» Requirement:
Scan the entries that follow and copy out every line containing "Associação".

BEGIN

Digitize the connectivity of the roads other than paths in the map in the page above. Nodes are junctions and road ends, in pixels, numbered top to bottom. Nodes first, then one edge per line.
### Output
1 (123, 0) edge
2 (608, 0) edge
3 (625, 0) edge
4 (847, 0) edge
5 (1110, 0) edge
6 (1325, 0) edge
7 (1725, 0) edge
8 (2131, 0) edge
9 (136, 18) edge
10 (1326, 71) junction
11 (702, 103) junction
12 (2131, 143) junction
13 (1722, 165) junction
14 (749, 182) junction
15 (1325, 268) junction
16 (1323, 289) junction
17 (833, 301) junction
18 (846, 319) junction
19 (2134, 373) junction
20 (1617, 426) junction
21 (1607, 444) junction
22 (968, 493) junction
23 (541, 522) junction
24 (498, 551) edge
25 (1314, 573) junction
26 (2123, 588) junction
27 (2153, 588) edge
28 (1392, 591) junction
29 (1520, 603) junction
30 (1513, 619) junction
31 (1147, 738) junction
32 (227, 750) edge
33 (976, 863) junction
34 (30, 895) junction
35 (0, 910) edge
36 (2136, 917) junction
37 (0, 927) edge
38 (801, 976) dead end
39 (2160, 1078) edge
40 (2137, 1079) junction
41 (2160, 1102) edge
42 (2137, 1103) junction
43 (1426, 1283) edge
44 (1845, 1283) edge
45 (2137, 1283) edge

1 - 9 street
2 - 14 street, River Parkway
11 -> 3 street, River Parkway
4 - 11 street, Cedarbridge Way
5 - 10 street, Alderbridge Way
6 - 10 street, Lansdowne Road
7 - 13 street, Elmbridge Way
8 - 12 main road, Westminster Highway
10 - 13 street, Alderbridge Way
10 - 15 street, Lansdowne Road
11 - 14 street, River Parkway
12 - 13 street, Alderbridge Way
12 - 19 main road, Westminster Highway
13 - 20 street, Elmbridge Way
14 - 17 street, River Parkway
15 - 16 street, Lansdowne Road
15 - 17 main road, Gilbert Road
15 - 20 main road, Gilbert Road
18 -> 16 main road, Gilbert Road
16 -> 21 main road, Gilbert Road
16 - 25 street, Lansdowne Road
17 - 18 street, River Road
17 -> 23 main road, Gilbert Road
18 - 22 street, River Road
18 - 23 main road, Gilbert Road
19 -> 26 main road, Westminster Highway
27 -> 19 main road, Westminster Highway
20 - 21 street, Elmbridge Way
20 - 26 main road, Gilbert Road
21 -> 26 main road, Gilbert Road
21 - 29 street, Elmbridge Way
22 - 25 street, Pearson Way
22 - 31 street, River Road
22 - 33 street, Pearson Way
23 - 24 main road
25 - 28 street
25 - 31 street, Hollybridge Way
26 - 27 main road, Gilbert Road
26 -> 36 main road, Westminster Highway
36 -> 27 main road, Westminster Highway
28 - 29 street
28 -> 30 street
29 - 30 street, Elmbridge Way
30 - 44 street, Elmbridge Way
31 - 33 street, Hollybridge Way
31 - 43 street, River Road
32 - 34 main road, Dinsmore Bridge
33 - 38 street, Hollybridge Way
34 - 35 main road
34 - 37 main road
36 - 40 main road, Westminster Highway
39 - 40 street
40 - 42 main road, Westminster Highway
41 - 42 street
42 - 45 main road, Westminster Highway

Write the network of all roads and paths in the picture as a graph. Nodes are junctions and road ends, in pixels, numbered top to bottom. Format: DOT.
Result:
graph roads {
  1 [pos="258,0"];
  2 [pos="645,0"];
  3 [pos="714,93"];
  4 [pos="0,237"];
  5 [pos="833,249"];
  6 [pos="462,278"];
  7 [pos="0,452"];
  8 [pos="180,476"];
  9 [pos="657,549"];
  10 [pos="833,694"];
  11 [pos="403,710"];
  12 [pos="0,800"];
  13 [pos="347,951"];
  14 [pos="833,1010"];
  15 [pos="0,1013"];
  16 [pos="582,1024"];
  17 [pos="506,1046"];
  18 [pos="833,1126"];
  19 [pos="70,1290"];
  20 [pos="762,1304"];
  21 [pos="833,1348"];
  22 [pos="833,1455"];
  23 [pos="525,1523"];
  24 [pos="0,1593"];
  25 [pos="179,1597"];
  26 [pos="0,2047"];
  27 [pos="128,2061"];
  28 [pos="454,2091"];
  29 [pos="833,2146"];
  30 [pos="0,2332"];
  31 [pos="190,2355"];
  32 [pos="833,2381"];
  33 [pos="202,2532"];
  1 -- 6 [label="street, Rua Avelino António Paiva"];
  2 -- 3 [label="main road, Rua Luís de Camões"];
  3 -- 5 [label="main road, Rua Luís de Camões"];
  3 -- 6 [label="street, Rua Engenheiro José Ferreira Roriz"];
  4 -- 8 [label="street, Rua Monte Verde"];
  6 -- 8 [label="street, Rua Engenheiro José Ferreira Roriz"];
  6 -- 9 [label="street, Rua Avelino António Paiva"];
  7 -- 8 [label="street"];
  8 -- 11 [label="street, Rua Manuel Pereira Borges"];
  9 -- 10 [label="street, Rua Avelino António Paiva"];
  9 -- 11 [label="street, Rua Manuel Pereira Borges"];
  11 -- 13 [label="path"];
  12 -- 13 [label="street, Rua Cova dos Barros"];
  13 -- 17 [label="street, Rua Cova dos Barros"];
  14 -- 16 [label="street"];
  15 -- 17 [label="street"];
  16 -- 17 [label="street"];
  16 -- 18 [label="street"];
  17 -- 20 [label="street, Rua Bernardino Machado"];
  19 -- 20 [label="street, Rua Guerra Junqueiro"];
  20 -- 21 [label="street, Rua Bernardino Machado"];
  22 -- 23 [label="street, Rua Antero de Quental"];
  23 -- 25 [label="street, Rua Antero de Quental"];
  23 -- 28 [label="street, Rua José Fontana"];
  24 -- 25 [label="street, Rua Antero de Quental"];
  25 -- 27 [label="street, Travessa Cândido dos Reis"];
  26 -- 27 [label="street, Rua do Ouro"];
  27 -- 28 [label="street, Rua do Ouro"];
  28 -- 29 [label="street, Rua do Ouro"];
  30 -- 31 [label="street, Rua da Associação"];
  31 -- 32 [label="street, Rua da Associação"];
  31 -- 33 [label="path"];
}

END

» Response to the exercise:
  30 -- 31 [label="street, Rua da Associação"];
  31 -- 32 [label="street, Rua da Associação"];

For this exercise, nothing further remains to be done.